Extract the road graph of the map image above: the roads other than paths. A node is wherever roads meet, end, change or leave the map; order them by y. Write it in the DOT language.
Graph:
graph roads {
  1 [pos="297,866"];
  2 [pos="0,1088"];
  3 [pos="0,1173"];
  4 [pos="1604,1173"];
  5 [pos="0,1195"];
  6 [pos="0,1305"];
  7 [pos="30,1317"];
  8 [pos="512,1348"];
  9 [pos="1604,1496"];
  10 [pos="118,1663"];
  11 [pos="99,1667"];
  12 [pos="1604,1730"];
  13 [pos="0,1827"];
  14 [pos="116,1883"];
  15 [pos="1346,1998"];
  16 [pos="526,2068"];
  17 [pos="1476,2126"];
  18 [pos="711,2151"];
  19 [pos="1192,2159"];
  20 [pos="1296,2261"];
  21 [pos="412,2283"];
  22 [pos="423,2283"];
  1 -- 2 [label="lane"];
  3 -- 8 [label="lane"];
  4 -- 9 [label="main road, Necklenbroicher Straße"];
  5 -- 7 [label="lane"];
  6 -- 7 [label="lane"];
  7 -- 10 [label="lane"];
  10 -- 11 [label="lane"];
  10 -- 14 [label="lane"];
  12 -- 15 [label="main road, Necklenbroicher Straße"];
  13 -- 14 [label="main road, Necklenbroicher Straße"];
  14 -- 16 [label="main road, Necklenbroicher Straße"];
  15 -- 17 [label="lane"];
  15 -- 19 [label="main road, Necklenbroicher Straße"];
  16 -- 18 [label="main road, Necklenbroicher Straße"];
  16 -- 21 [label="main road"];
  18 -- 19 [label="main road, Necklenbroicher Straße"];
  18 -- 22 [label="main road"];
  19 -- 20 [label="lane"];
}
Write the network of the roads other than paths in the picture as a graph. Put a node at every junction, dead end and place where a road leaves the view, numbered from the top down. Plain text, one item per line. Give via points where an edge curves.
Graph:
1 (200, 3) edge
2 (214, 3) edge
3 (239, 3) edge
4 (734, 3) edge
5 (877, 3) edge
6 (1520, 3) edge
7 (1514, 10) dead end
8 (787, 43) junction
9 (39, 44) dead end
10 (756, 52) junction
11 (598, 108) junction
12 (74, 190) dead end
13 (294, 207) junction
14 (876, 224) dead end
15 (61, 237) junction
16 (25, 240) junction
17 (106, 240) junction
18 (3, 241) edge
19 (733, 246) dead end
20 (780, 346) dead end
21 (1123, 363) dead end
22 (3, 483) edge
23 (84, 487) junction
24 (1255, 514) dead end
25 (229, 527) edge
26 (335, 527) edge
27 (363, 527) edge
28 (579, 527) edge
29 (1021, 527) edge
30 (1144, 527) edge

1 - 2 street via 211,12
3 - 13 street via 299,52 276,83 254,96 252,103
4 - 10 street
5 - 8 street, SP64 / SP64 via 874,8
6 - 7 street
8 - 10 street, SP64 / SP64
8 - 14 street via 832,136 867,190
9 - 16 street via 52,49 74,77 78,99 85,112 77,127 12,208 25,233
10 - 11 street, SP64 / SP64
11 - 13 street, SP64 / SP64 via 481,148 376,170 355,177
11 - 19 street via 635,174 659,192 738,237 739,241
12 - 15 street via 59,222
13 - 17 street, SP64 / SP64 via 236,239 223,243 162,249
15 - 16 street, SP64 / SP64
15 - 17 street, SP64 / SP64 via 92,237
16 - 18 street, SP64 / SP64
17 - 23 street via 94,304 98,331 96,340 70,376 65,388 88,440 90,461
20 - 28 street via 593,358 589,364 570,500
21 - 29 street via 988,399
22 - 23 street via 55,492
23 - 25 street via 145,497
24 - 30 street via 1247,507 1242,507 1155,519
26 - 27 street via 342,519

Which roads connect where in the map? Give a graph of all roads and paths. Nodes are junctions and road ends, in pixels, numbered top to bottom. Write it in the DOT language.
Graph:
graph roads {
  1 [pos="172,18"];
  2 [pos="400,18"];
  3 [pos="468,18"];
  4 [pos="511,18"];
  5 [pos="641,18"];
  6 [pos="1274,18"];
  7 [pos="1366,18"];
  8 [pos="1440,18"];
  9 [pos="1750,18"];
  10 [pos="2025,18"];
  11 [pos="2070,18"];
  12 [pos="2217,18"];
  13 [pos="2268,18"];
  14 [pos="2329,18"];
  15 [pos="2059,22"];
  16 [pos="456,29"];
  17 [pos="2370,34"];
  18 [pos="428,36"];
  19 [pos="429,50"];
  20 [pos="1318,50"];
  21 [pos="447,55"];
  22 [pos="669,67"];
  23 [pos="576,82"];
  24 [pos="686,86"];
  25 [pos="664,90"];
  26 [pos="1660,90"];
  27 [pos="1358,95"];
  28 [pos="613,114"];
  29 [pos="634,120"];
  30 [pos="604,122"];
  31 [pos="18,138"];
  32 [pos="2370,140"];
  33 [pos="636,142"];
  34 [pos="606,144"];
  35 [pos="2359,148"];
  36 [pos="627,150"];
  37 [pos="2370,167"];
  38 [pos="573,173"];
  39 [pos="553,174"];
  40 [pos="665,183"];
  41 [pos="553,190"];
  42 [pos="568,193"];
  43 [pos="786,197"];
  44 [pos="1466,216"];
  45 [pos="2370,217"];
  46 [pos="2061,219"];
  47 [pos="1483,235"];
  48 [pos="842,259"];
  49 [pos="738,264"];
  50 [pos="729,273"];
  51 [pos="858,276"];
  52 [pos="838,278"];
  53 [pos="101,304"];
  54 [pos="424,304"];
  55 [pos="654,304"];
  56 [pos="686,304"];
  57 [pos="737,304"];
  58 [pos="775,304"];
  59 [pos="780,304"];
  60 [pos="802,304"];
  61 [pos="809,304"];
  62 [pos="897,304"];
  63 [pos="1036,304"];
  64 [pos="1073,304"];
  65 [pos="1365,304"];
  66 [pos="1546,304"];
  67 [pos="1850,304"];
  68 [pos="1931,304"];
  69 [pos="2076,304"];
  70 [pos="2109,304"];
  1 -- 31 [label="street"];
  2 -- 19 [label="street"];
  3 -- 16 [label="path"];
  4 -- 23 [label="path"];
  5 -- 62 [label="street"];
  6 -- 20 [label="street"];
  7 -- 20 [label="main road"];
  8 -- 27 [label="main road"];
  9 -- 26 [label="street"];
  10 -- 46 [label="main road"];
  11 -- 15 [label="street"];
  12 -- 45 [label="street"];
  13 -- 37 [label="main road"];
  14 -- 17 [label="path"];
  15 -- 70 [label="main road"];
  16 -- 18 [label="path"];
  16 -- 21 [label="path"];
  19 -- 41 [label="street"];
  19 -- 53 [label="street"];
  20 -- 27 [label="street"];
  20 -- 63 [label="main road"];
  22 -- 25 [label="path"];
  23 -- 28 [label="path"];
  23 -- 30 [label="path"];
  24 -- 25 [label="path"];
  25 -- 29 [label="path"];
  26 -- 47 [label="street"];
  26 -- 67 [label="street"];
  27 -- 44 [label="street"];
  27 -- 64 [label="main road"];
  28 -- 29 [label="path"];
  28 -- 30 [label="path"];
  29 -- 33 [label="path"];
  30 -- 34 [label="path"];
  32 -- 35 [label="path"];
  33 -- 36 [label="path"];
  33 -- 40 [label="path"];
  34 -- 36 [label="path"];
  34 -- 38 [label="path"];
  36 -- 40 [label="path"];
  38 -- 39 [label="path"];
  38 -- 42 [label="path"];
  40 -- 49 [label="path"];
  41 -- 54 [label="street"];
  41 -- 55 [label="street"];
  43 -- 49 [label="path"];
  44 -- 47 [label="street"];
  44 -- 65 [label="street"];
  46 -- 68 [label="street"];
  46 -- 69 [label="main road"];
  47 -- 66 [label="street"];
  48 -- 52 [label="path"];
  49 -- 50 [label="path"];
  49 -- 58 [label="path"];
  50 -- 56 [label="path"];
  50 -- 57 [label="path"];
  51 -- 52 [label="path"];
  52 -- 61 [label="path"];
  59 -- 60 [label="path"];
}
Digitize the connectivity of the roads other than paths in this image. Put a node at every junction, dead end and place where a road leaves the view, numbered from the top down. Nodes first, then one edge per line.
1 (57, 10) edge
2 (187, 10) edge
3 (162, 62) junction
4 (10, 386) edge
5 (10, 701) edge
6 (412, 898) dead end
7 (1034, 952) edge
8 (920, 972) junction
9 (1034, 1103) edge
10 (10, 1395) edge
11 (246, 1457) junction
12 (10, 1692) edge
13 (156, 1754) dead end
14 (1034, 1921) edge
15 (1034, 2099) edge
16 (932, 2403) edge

+--

> **Work to be completed**: Where the material contains a line with "language", return that line.

> **Exercise solution**:
Extract the road graph of the map image above: the roads other than paths. A node is wherever roads meet, end, change or leave the map; order them by y. Write it in the DOT language.
Which roads connect where in the map? Give a graph of all roads and paths. Nodes are junctions and road ends, in pixels, numbered top to bottom. Write it in the DOT language.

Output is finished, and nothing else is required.